Figure 12 presents the differences in geopotential height at 200 hPa and summer precipitation between EXP_Pos and Exp_Neg. Clearly, Fig. 12a shows a quasi-zonal wave pattern with positive centers over Eastern Europe and the AIP region, and negative centers over Central Asia. The pattern shown here is very similar to that shown in Fig. 9a. As for the precipitation field (Fig. 12b), the precipitation over Eastern Europe and the AIP region presents negative anomalies, while rainfall over the North Atlantic and Urals region shows positive anomalies, consistent with the teleconnection pattern. Therefore, based on the observation data analyses and the GCM experiment results, it is suggested that the summer SST warming over the North Atlantic could excite the teleconnection pattern over Eurasia, resulting in the rainfall decrease over the AIP and worsening the drought condition there.

In the AIP region, both the summer precipitation and annual precipitation are found to present an interdecadal shift around 1999. According to the differences in precipitation between 1971-2000 and 1999-2007, the whole AIP displays a robust decrease in precipitation during the latter period. Accompanying the rainfall decrease, sc-PDSI, SPEI and SPI all exhibit negative anomalies during 1999-2007, indicating an aggravated drought condition over the AIP. By analyzing the differences between SPEI and SPI, we find that the precipitation decrease and the rising temperature due to global warming are the main contributors to the development of drought.

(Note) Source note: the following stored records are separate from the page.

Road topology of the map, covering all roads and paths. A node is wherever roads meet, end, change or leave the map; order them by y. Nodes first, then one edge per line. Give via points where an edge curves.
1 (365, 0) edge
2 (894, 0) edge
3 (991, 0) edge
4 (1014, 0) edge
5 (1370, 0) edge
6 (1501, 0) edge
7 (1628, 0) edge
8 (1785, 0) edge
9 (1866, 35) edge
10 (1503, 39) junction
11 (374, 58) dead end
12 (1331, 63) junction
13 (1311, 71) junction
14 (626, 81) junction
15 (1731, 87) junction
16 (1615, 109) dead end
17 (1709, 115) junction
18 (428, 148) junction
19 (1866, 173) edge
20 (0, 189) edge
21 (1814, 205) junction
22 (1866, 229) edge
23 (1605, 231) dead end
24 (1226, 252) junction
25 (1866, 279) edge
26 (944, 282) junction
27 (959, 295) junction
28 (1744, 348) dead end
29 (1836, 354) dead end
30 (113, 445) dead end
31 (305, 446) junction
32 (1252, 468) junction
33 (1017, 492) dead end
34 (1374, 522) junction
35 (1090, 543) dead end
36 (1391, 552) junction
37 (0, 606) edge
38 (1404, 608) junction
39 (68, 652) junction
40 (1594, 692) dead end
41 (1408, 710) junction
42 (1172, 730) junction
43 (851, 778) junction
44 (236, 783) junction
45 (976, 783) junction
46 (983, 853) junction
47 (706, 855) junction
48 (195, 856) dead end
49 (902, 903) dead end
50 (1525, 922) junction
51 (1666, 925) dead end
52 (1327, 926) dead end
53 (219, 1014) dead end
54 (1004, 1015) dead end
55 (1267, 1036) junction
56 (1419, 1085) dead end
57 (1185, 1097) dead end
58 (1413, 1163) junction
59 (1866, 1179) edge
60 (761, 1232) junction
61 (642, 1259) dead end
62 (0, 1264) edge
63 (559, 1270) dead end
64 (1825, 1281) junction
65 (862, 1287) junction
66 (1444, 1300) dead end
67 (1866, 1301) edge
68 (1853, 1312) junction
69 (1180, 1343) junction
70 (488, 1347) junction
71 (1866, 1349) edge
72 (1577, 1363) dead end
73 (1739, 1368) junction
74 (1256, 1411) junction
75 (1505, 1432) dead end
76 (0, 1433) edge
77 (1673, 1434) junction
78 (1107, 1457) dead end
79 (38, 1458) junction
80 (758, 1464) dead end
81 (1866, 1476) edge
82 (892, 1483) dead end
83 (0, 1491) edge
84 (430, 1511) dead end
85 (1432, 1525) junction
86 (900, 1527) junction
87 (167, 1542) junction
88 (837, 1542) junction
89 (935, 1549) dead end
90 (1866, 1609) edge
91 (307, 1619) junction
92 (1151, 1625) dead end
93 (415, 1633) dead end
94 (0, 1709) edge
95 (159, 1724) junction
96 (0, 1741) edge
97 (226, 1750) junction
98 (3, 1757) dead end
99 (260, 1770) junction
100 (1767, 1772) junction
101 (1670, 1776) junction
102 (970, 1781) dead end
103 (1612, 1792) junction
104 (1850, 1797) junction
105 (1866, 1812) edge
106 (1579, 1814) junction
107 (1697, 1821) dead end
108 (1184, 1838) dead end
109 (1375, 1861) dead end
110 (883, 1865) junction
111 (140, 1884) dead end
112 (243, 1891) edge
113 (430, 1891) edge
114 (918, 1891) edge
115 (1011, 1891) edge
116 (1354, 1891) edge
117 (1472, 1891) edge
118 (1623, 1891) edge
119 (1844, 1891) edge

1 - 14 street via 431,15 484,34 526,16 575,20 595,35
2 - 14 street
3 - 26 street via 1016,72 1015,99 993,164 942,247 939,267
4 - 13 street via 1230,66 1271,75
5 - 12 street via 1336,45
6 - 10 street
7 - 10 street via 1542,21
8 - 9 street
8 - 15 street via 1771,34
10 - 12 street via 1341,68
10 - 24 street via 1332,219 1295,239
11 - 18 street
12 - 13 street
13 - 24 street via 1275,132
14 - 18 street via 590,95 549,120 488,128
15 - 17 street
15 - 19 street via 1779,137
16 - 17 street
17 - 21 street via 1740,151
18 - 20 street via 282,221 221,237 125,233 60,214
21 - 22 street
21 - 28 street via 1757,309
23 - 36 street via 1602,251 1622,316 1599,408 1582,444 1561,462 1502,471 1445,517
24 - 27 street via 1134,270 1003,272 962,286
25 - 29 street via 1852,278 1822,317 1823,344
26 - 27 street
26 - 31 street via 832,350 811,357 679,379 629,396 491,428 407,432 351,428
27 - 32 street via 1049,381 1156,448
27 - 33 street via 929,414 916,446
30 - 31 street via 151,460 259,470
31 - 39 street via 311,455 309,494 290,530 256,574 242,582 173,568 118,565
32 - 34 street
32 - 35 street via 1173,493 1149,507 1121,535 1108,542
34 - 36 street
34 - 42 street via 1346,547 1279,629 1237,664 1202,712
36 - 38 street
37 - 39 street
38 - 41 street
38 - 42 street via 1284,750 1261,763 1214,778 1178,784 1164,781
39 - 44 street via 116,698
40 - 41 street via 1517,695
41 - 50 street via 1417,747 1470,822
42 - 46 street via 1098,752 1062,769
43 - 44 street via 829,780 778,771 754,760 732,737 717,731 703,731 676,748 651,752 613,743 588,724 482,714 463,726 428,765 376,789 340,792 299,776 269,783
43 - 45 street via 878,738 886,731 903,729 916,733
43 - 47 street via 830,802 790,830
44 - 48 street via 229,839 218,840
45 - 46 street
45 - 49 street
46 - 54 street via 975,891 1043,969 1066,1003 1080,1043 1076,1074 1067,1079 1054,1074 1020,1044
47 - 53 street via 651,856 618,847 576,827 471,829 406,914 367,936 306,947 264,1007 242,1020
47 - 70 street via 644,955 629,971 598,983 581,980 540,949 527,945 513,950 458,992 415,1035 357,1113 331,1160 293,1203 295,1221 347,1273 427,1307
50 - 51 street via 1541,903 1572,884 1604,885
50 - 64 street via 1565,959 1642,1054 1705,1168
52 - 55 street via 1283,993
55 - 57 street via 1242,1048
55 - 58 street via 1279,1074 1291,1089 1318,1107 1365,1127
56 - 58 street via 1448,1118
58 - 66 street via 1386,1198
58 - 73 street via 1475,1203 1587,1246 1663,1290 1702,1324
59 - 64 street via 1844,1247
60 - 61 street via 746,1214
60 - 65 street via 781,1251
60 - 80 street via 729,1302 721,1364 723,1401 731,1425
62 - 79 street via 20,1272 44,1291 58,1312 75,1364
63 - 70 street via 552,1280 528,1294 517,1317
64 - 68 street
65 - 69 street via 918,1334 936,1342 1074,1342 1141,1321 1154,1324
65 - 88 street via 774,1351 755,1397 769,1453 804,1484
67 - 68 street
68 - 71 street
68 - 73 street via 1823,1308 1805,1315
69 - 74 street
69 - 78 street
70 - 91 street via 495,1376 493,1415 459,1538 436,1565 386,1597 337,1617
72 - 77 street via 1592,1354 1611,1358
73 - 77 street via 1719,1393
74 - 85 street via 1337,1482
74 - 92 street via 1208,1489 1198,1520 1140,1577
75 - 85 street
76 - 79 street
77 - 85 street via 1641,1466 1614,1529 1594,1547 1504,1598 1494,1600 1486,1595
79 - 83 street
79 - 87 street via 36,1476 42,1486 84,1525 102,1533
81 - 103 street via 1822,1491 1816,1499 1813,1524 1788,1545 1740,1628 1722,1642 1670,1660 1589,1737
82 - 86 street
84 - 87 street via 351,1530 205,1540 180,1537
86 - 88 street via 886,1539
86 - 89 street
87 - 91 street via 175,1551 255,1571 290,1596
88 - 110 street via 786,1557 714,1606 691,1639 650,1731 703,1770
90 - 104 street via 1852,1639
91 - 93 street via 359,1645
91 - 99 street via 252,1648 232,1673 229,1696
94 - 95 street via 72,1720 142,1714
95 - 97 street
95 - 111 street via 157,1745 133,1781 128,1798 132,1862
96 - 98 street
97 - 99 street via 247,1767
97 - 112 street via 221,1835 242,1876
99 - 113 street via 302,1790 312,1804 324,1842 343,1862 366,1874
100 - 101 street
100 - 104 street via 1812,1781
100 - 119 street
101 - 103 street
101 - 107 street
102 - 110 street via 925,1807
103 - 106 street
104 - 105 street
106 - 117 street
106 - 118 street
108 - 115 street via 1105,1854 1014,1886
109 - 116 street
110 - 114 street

A wave-like pattern over Eurasia in the atmospheric circulation anomalies is suggested as a possible reason for the interdecadal change in summer AIP rainfall. This wave-like teleconnection pattern shows wave propagation from Western Europe to the AIP, with a barotropic structure, which is much stronger during 1999-2007 than 1990-98. This teleconnection pattern is favorable for the formation of the anticyclone over the AIP in the latter period, resulting in the rainfall decrease and drought condition there. Further analysis also indicates that the weakening EASM seems not to be the driving factor of the interdecadal variation of rainfall over the AIP.

Further model simulations show that this teleconnection pattern in atmospheric circulation can be forced by the warming of summer SST over the North Atlantic. Observational results indicate that the strongest SST anomalies appear over the North Atlantic after the late 1990s. With the help of GCM sensitivity experiments, it is proven that the warming summer SST anomalies over the North Atlantic can force a wave-like teleconnection pattern over Eurasia, which is very similar to the observation. Also, the sensitivity experiments present a decrease in summer rainfall over the AIP for Atlantic warming. Regarding the cause of SST warming over the North Atlantic, many investigations have been performed that connect the warming anomalies with a hiatus in global surface warming during the first decade of the 21st century (Chen and Tung, 2014; Drijfhout et al., 2014; Trenberth et al., 2014). Given the multiple driving factors behind the North Atlantic warming, the mechanism remains a matter for further research.